**** RECORDS ****
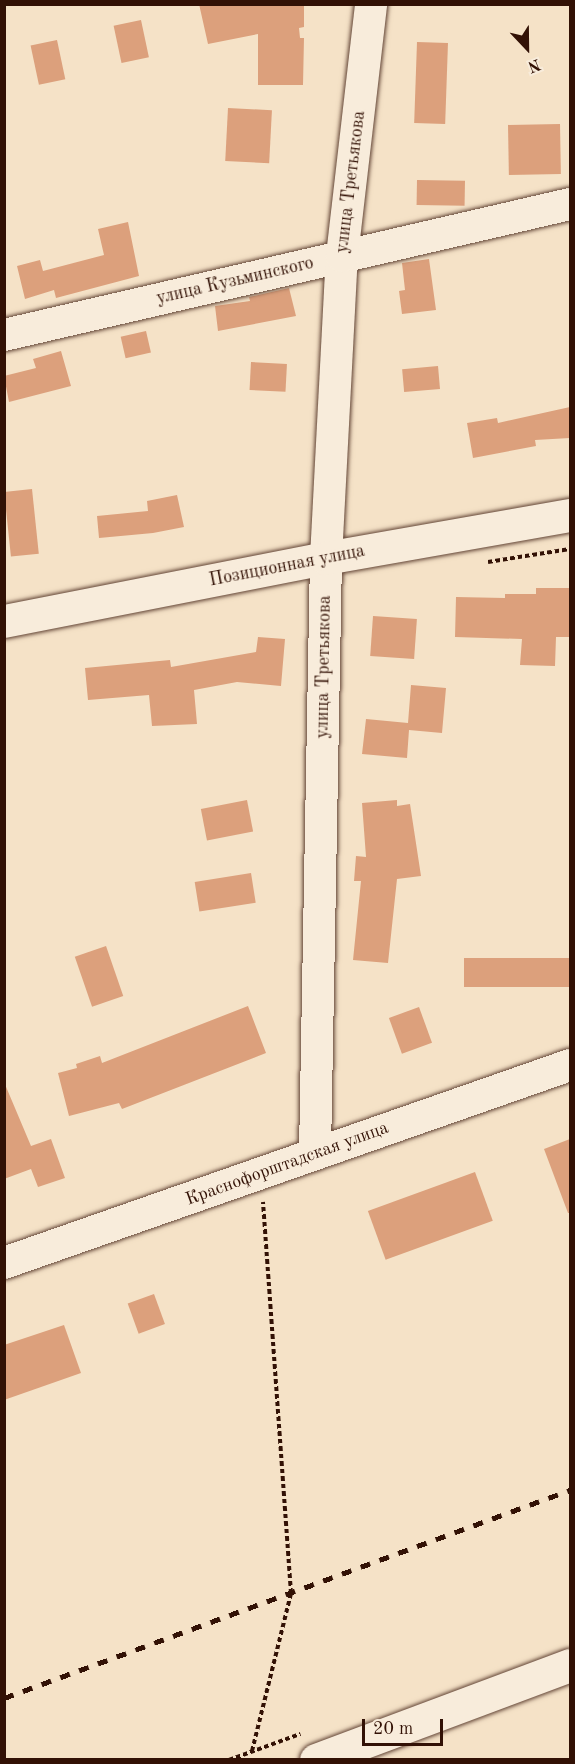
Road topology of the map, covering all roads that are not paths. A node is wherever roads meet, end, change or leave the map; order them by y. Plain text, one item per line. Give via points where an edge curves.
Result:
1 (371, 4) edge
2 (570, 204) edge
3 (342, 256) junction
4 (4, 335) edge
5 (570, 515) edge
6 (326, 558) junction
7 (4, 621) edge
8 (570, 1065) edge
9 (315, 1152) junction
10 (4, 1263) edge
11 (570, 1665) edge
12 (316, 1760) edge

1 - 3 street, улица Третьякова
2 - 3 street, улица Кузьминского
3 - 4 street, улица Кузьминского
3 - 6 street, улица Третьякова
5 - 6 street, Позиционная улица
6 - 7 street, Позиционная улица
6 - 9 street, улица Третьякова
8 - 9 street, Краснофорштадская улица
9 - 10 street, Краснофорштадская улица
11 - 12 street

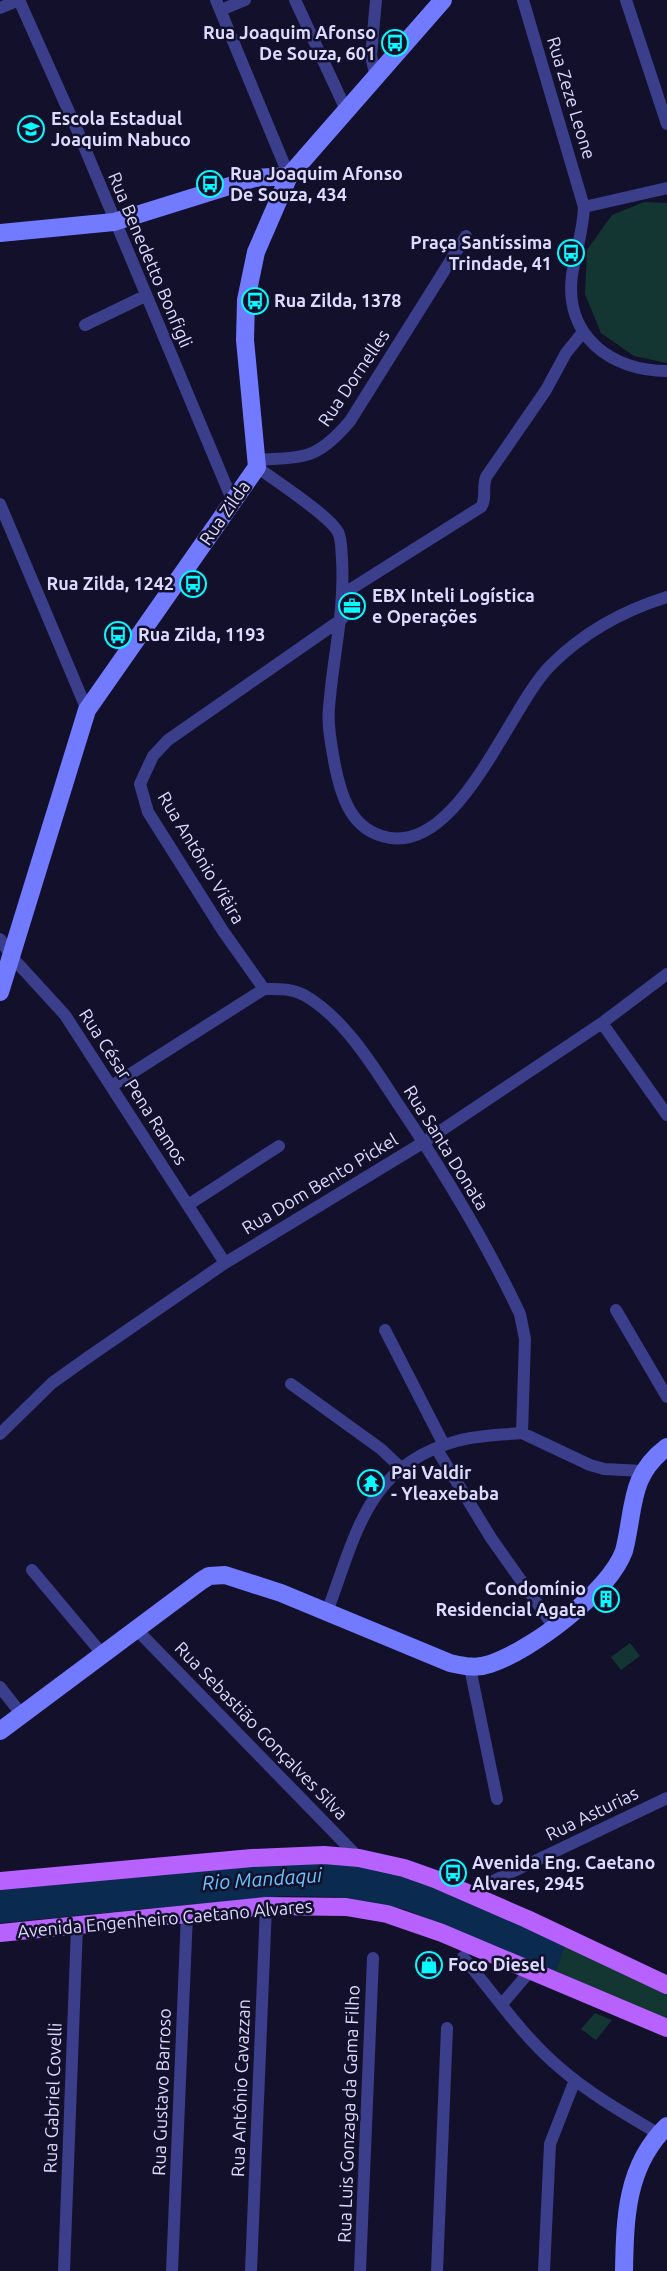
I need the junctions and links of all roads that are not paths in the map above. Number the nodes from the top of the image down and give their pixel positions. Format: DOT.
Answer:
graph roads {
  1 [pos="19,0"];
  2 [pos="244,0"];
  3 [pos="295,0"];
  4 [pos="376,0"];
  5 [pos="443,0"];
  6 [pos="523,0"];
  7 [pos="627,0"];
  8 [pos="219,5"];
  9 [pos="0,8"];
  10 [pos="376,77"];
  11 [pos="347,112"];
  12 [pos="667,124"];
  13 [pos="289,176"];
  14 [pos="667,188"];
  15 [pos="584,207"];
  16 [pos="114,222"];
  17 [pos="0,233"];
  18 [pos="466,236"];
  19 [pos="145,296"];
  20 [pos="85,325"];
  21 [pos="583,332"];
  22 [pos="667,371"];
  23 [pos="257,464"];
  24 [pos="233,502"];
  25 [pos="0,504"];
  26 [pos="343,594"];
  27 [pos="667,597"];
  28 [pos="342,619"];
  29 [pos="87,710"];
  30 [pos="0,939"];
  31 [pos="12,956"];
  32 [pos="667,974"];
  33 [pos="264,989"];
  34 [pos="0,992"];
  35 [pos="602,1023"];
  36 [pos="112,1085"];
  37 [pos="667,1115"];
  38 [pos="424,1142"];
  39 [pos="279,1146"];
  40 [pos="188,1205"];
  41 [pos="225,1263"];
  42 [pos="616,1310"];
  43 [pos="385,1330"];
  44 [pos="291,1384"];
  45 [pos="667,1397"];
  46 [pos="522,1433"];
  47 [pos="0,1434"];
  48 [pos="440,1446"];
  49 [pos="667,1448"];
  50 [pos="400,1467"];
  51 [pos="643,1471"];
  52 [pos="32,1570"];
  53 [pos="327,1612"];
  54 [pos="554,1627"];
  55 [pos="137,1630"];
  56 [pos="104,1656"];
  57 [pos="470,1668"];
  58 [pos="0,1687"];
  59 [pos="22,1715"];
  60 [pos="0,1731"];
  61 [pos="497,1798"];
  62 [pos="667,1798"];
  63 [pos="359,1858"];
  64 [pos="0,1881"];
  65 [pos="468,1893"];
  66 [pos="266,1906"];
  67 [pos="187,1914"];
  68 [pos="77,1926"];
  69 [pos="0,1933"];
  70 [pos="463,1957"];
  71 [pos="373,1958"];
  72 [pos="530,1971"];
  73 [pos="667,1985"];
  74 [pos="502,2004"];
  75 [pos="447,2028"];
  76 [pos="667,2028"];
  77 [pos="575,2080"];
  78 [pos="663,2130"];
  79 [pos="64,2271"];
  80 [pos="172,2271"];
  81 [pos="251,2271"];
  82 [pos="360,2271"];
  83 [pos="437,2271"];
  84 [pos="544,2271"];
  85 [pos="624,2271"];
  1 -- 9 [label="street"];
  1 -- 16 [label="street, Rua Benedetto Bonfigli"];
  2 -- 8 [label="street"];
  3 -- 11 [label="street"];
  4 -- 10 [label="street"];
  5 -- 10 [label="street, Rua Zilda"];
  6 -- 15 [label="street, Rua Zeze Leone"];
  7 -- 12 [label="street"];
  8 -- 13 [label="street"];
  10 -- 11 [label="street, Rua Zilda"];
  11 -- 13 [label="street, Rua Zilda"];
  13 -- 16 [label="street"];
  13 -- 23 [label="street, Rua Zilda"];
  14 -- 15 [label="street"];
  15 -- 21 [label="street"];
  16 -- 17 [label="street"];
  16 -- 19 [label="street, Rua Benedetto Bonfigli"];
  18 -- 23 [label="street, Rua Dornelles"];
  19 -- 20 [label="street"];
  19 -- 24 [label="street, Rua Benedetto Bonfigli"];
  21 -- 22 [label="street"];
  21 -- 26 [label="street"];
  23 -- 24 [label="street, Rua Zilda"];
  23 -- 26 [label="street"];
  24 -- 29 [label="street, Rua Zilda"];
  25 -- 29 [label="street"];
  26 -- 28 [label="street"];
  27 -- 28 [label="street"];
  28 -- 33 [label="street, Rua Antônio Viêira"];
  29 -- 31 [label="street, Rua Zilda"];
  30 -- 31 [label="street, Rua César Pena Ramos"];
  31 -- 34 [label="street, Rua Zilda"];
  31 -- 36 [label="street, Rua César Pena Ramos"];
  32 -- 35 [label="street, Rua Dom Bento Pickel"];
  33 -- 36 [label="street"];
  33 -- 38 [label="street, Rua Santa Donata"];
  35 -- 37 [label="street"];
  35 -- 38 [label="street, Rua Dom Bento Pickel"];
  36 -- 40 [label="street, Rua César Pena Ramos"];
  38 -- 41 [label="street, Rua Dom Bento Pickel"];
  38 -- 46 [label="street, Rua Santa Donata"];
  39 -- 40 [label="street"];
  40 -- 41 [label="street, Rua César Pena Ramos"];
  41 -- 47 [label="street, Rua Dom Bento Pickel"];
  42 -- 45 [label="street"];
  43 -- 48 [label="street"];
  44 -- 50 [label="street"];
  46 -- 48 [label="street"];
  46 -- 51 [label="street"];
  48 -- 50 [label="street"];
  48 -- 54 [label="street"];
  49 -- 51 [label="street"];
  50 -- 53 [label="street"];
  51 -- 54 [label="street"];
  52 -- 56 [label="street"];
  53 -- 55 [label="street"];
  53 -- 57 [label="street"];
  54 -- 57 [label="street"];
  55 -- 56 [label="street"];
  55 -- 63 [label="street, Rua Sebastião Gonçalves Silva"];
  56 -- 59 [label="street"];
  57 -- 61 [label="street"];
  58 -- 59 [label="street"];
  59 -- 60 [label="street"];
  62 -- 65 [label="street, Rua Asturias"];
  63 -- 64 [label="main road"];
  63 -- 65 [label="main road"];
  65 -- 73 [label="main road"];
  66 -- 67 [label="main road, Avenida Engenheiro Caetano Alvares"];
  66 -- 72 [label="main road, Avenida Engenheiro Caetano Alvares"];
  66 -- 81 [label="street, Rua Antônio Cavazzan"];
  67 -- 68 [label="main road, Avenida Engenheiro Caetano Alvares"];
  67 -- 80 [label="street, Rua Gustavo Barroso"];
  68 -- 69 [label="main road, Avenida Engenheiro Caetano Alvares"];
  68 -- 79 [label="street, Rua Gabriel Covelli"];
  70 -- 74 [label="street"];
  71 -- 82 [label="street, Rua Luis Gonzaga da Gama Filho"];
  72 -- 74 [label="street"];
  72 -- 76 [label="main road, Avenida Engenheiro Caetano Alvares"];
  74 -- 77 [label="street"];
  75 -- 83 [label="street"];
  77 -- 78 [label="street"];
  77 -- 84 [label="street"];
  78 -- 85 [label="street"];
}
****
■ **EXERCISE REQUIREMENTS**:
Among the lines above, find the ones containing "César" and copy them.

■ **EXERCISE RESPONSE**:
  30 -- 31 [label="street, Rua César Pena Ramos"];
  31 -- 36 [label="street, Rua César Pena Ramos"];
  36 -- 40 [label="street, Rua César Pena Ramos"];
  40 -- 41 [label="street, Rua César Pena Ramos"];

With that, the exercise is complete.